We returned to the spriggan encampment to reclaim Jackknife, who, perhaps in a fit of consideration for the creature’s thousand years of feyworld delights, had rested there while we fought knife and nail for white tentacles. We decided to rest two nights. The first, a trio of hooded figures surrounded our camp, raising their arms in a mysterious way. Nothing of note happened, however, so we continued our rest. After a second night, we decided to embark again towards the sahauguin lair.

There we witnessed a strange death ceremony as a small band of kua’toa set out those we had slain upon the water, raising their arms to the sky in a gesture of defiance. We waited until they had completed their little ritual, unarmed as they were — perhaps a foolish notion of honor, come to think of it — and held a brief respite to consider our strategy. Therein we saw a terror unto itself, for little Pervince, apparently the most stoic of us all, decided to pluck out his own eye and two of his own teeth to be able to hear and see what Node heard and saw.

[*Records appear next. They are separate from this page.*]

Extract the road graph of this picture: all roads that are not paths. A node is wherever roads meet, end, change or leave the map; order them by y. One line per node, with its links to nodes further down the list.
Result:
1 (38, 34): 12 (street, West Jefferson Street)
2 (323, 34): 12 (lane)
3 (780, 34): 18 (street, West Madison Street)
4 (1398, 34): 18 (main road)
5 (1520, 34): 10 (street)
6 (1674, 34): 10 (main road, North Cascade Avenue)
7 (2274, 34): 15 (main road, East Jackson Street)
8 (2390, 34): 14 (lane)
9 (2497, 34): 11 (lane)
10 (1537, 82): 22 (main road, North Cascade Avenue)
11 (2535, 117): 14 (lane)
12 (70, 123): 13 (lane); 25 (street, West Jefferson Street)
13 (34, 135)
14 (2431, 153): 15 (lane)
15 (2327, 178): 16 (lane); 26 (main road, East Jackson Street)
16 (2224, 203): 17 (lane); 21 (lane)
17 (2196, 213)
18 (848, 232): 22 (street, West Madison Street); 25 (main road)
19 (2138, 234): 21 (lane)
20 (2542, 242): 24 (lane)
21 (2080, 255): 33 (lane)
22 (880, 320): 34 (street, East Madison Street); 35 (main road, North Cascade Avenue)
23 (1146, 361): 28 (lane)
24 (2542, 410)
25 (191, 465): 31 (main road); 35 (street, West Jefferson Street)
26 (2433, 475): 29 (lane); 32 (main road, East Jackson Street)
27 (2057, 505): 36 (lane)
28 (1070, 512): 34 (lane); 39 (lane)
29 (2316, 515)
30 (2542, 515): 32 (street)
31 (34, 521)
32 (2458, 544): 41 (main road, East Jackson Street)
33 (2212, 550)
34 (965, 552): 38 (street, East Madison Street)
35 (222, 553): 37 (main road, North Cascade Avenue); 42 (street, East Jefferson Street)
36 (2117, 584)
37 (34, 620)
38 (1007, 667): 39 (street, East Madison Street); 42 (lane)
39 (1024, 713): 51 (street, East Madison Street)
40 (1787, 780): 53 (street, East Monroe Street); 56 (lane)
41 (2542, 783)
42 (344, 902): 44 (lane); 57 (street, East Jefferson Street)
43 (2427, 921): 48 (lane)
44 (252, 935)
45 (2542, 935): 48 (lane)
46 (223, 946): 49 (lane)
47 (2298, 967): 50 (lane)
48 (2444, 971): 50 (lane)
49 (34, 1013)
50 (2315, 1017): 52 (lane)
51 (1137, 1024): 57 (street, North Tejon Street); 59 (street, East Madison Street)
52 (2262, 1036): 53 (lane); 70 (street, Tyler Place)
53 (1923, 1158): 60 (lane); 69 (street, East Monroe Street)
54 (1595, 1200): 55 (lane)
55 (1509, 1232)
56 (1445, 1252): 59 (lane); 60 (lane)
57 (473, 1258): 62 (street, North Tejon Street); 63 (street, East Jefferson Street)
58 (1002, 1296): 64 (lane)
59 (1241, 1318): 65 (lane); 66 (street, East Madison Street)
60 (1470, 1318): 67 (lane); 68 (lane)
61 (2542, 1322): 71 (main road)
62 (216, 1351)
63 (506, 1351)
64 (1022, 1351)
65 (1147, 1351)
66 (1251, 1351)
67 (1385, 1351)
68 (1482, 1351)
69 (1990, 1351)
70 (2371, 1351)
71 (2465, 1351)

I haven’t spoken of Node, have I, in this? He turned out to be the little puzzlebox we received from the necromancer-druid, after we had solved a series of clues and received some sum of money for each one. Unfolding at the crux of the final clue, he declared himself a ‘modron’, something from the plane of Law. As far as I could tell, he was a metal contraption the likes of which I’d never beheld, a boxlike creature with limbs and a face. From within he produced a demonic eye and tooth, then… operated… on Pervince to replace the little man’s eye and tooth with the demonic organs. I don’t think I’ll forget the screams, though the number of horrified pain-shrieks to which I bear witness has risen rapidly since first I left my rice farm with Mondaal and Dillus, rest his heart.

Once we’d rested and entered the pit again, something bizarre happened. I know bizarre is quickly becoming a very relative term, but still, playing with the streams of time is not something I had thought possible. Pervince met Pervince, a duplicate of himself, who told us he was from the future, having flipped his hourglass-inscribed coin that we’d received as part of a set from the necromancer-druid and returned back an hour in time to warn us we had done ill. He instructed us to act in a very specific manner, for if we did not, all timespace would come undone… I didn’t have the foggiest how he meant, but with the marvel of a second Pervince before us, what choice did we have to believe? We retrieved a bag of coins and a chunk of malachite from a chest which Jackknife meditated upon to open with a copper key, the malachite bringing him luck from his deity, Chulg. As continued instruction from Pervince drew us in farther to the lair, we sent Node out — on command — to be captured by fishmen, which he was. We ambushed said fishmen, slaying them all with surprising ease, perhaps because of a second Pervince’s knowledge and assistance, and slipped by what he told us was a sparring room, from which we heard definitively the sounds of clanging metal.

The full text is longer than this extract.